You can use #feross' fantastic library, webtorrent. This works in both Node.js and the browser.
HTML5/javascript can't do the bittorrent protocol. Java applets can, but few browsers support java applets out of the box these days. https://webtorrent.io/ is an alternate protocol that works in the browser. It can't communicate via the bittorrent protocol though, so only works with webtorrent trackers (and piers that speak webtorrent.)
I don't think it is even possible to stream from torrent. Files from torrent are separated into small chunks that are obtained unordered, when/if you will get them from other clients, when/if other clients decide to send them to you.
The torrent file doesn't contain any data to stream. Your PHP server would have to start receiving the torrent data from other peers (that is how torrents work).
MP4 is not a format that needs every byte to play - that is why QuickTime can start playing before completely downloading (hence streaming), but the bytes to play need to be at the start (or at the end, but in any case) - torrents do not 'load' in 'byte order'. As the above user says, torrents load data in chunks.
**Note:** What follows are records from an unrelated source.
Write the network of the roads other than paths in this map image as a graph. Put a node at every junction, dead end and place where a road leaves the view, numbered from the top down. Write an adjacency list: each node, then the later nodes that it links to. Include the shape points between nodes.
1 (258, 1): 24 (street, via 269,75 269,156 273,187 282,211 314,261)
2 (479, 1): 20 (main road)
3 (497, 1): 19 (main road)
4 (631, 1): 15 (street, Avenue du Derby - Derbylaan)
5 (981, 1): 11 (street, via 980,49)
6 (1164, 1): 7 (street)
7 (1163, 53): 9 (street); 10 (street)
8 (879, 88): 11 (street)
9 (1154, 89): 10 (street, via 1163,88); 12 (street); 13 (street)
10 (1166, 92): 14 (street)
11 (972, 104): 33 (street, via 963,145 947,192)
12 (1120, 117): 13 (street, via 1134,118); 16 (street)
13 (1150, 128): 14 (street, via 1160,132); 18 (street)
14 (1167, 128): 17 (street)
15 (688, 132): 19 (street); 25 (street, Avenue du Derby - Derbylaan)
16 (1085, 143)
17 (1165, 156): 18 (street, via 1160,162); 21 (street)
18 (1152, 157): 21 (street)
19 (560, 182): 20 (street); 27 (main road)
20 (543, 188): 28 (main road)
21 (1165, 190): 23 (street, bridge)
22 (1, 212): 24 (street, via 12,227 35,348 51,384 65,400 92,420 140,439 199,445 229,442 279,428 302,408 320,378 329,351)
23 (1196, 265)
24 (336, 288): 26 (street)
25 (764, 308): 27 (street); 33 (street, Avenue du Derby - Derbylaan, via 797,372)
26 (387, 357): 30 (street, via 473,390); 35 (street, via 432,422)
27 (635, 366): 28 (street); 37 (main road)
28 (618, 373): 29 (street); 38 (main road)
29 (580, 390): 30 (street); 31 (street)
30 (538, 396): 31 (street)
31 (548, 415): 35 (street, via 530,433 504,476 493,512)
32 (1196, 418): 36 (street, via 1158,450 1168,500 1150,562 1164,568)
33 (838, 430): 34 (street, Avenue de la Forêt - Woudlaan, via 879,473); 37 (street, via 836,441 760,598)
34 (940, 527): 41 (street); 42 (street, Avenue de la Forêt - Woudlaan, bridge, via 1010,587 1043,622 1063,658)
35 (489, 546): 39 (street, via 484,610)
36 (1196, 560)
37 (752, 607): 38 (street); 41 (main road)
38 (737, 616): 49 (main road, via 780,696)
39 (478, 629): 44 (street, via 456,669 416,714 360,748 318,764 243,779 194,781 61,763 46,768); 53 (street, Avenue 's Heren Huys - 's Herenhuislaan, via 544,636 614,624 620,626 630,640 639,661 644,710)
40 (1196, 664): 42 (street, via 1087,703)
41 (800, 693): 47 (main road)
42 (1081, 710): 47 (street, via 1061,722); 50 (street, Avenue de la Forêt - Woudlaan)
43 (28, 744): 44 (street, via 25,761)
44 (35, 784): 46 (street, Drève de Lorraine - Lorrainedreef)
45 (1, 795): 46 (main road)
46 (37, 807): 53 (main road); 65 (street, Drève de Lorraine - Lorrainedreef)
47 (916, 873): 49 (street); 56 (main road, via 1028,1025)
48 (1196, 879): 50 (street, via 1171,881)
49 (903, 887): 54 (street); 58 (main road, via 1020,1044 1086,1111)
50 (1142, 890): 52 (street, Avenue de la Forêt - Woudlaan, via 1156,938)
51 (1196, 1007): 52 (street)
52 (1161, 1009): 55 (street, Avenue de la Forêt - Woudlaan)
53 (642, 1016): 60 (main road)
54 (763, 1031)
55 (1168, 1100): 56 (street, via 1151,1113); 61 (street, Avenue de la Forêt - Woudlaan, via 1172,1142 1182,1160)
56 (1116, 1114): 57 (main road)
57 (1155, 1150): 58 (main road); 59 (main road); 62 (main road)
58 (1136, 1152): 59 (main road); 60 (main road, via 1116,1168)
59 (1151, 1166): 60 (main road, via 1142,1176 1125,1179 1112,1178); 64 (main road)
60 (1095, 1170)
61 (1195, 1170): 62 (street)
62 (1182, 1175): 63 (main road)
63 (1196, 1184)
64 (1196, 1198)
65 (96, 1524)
You'd need at least the header.
It's just not realistic.

Real-time streaming of an MP4 file

Is it possible to play the video (mp4) in real time using some flash player? What I mean by in real-time is that player would receive data on the fly, not from alredy saved file but e.g. php script (which sends appropriate content-type header) THAT IS DOWNLOADING AND 'ECHO-ing' THE FILE AT THE TIME PLAYER PLAYS IT - like e.g. some kind of live stream.
JW Player can play streaming video, and LongTail Video also has some good (practical) info on streaming in general:
http://www.longtailvideo.com/support/search/google_cse_adv/streaming
Edit: Maybe I didn't read the question quite as well as i ought to before I answered, but here is info on so called pseudo streaming that can be implemented in PHP:
http://www.longtailvideo.com/support/jw-player/jw-player-for-flash-v5/12534/video-delivery-http-pseudo-streaming
For instant playback using flash, you need to format your mp4 file to have the moov header box at the front of the file for playback to start right away. This can be done by the qt-faststart utility.
To allow for seeking in the file using flash (to a portion of the file not downloaded) you need to utilize pseudo streaming. (Since flash has disabled the partial bytes header). This needs to be implemented on the server side: http://h264.code-shop.com/trac as well as the flash side (both jwplayer and flowplayer supports this approach, and sends ?start=123 param on seek)
The other option is to use the html5 tag (but mp4 is only supported in a few browsers) - then you do not need the pseudostreaming backend.
You can use VLC media player from:
http://www.videolan.org/vlc/
After you successfully installed it, click on the menu Media->Open Network Stream and fill in the URL for the video.

Streaming video file?

I need to stream an flv file.
Streaming should look like live streaming,
and I there should be a way to change the target file.
Sorry for my poor English.
If by "streaming" you mean "showing a flash-video clip", flv-streaming isn't really streaming, but it's a normal file transfer, with the flash player starting playback even if the file isn't completely downloaded to the client. Time seeking is implemented in a standard HTTP way, with a file download offset - if you scroll the video halfway on the timeline and it hasn't downloaded yet, the current download is (most often) aborted, and restarted with an offset of filesize/2 bytes.
So, you could be fine with just using plain old readfile() and fixing the HTTP mime-type headers appropriately with header(). But, since you'd need seeking, you need to parse the HTTP request and instead of readfile(), use fpassthru(), seeking the right place, instead.
tl;dr: Avoid handling this on the PHP side, and let Apache (or the httpd of your choice) handle this instead.
I'm not quite sure what you're asking about, but if you have a bunch of media files and want to play them with a Youtube-esque media player on your website, I suggest checking out Flowplayer - It has an amazing Javascript API that lets you do all kinds of cool stuff to the player, including handling stuff like playlists and programmatically changing the current video.
I recently used it on a project with great results.